## What you have to do
Each line of the records below that contains "ქუჩა" needs to be copied.

## Material for this exercise

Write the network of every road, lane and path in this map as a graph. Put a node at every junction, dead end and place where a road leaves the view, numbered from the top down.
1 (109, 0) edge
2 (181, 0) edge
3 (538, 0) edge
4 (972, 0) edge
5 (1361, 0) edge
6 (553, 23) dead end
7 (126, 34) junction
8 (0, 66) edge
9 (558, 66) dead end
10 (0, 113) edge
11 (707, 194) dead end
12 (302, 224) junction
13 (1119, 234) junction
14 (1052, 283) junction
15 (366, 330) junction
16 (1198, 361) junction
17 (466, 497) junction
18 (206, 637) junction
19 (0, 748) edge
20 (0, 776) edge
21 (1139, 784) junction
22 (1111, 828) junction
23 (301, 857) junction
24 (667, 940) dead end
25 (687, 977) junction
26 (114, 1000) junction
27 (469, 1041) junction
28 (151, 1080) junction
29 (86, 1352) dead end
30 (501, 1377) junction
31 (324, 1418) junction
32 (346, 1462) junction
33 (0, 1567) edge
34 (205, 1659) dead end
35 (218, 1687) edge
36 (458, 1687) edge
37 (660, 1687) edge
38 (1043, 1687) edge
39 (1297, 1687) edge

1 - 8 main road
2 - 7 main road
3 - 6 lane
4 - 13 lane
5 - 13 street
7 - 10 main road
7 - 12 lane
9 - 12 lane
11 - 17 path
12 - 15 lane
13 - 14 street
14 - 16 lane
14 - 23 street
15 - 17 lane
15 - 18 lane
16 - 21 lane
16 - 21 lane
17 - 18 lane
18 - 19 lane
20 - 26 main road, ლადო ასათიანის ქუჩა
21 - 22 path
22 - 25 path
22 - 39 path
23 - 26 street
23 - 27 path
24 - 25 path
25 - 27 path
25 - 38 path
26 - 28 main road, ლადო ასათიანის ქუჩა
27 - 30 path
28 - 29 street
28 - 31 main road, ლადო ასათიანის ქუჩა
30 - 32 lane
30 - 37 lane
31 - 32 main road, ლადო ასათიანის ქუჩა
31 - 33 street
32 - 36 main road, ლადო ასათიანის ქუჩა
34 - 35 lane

## Solution for this problem
20 - 26 main road, ლადო ასათიანის ქუჩა
26 - 28 main road, ლადო ასათიანის ქუჩა
28 - 31 main road, ლადო ასათიანის ქუჩა
31 - 32 main road, ლადო ასათიანის ქუჩა
32 - 36 main road, ლადო ასათიანის ქუჩა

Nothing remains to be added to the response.